**EXTRACTED ENTRIES:**
━━━━━━━━━━━━━━━━━━━━

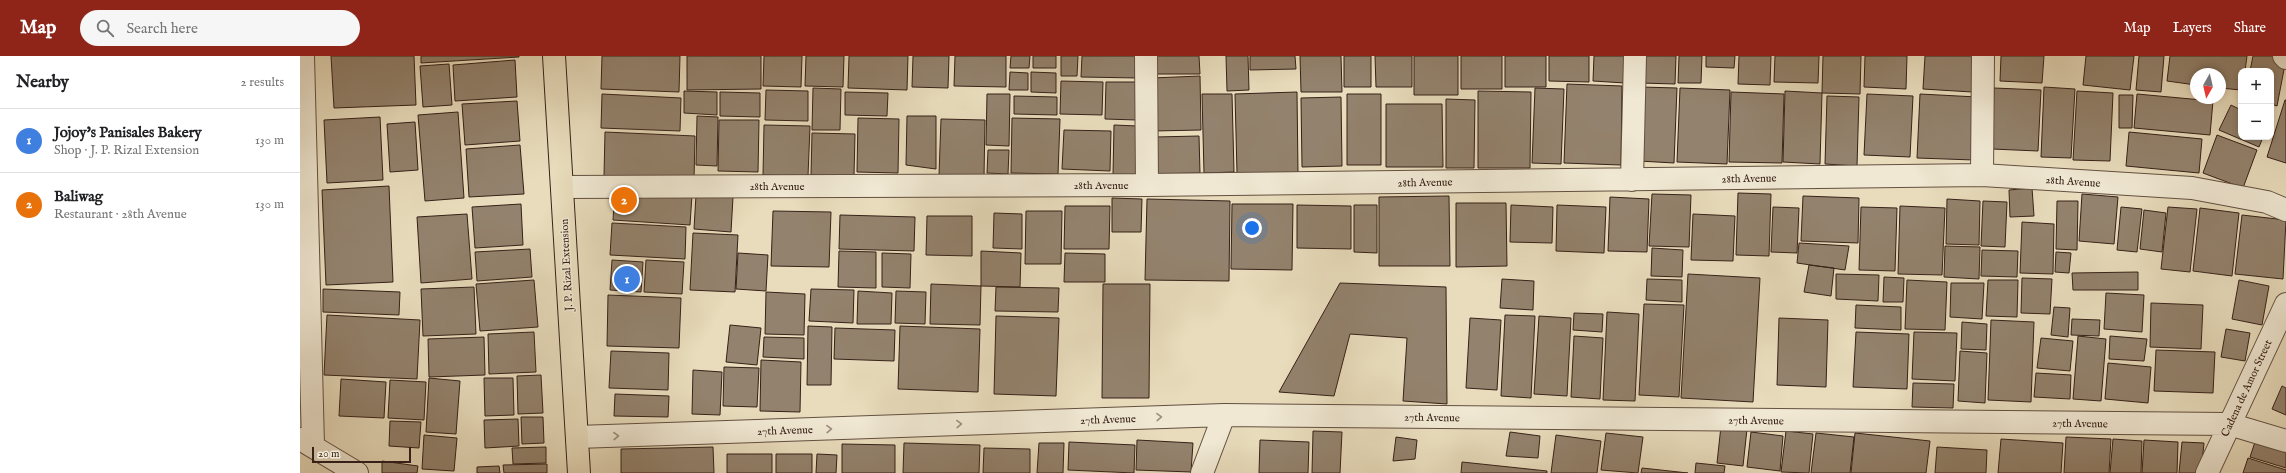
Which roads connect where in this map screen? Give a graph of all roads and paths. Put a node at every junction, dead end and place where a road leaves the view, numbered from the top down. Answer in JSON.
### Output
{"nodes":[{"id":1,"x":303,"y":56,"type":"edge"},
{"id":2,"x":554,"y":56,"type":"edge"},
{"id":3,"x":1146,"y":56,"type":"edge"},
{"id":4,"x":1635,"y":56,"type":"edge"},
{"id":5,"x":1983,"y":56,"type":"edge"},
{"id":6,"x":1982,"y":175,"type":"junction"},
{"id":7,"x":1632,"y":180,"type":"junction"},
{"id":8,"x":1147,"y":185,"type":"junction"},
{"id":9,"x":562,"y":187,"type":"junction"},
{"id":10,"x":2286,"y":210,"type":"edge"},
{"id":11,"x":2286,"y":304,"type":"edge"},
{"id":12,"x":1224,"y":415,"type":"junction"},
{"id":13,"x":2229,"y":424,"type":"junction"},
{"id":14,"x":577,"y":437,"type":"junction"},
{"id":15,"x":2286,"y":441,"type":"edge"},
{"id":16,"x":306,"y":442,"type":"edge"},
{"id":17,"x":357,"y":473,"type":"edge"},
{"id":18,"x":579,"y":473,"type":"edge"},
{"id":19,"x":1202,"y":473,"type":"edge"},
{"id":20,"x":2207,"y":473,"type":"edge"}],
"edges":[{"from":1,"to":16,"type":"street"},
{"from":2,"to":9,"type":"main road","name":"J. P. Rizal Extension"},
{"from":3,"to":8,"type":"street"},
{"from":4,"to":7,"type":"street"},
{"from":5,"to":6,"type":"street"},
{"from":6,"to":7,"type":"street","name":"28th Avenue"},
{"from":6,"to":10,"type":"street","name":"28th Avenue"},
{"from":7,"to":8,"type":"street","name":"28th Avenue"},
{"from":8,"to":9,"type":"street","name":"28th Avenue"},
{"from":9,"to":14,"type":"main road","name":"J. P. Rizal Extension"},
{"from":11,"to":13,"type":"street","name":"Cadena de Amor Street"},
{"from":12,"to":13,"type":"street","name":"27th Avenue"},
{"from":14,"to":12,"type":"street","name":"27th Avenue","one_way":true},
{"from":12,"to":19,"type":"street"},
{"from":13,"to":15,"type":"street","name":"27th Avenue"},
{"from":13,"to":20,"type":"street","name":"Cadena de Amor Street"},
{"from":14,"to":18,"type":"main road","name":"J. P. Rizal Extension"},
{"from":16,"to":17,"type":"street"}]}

━━━━━━━━━━━━━━━━━━━━

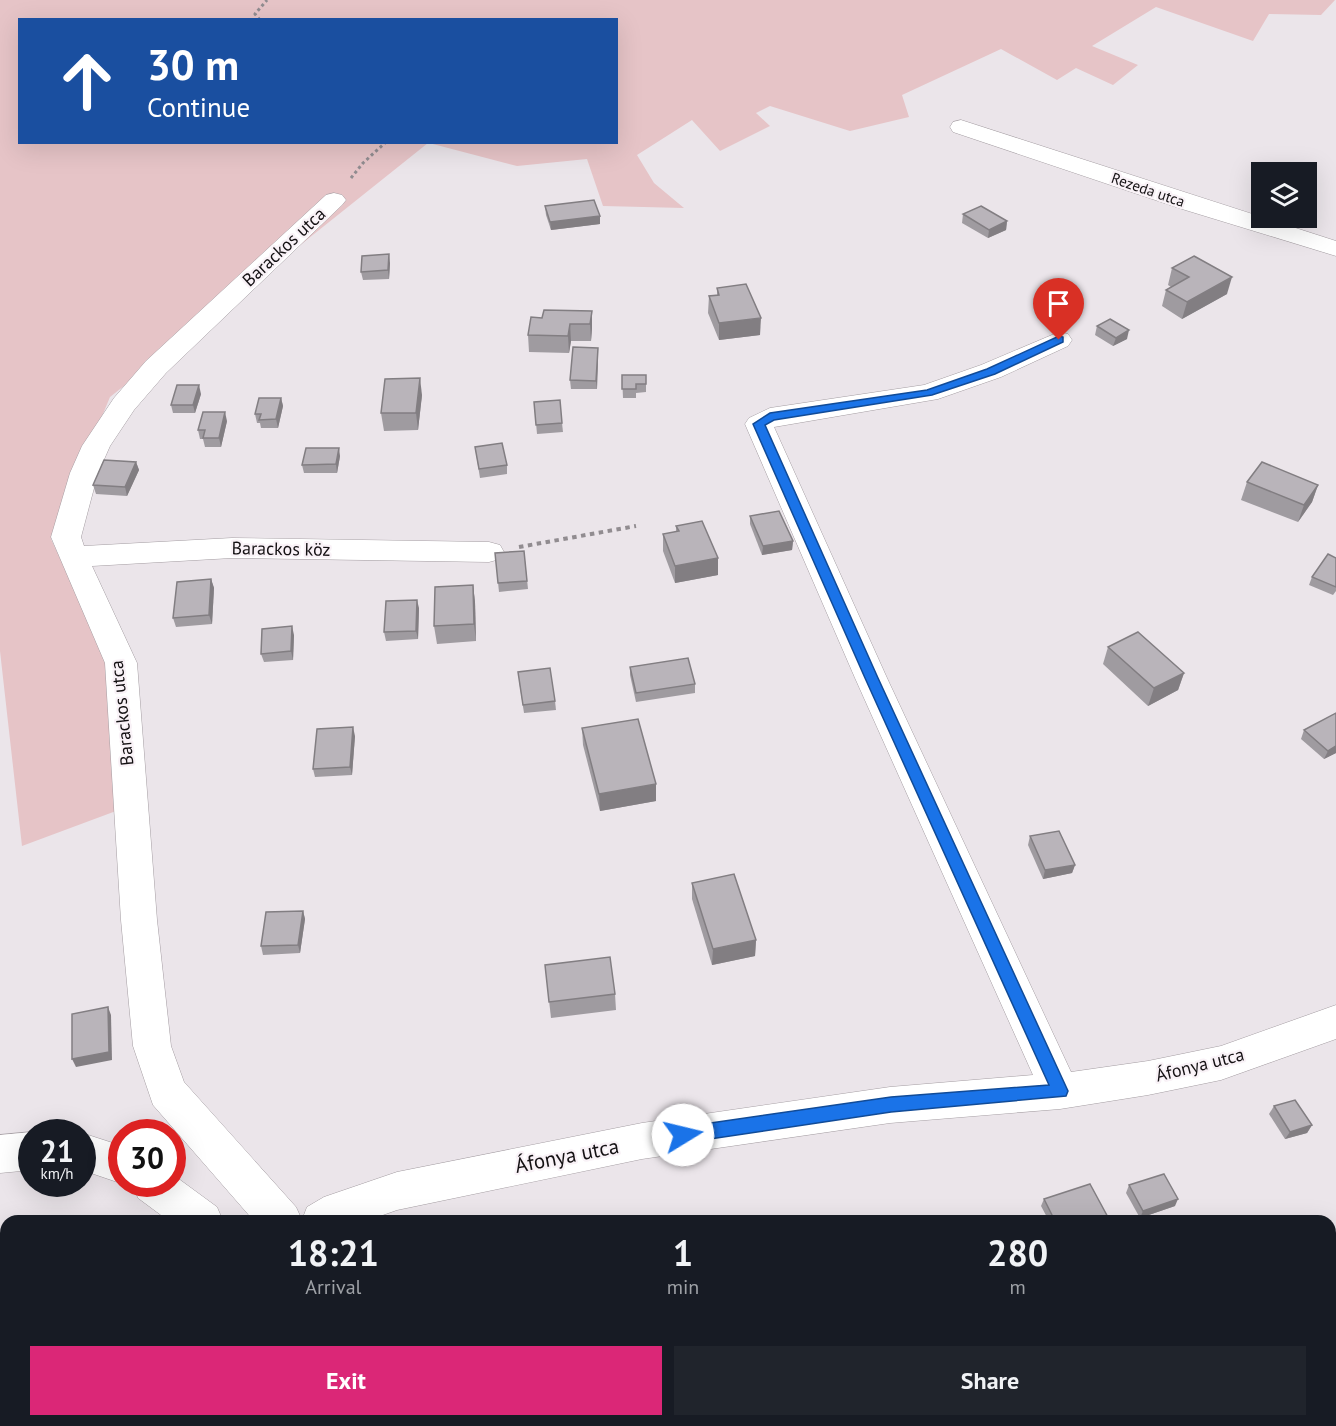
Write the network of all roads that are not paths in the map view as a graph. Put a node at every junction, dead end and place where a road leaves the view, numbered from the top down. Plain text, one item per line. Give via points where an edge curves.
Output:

━━━━━━━━━━━━━━━━━━━━

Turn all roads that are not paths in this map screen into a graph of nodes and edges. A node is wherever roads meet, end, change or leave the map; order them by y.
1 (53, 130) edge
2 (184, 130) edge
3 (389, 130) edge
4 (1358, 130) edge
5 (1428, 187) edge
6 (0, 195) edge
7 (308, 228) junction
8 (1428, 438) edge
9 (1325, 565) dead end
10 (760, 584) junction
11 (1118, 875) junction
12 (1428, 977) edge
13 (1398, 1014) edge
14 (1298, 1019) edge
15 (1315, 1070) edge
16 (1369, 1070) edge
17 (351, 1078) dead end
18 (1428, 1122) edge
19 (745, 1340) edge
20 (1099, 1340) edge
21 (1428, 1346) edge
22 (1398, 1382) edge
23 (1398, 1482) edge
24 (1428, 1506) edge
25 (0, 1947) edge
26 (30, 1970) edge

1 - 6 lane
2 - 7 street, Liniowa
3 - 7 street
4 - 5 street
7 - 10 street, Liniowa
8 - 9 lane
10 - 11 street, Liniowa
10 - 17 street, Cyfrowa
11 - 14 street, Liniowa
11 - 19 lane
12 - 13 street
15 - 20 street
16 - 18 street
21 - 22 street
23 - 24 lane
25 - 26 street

━━━━━━━━━━━━━━━━━━━━

**TASK ITEM:**
What is the number of lines above that contain the word "view"? Answer with that number only.

**ANSWER SPACE:**
2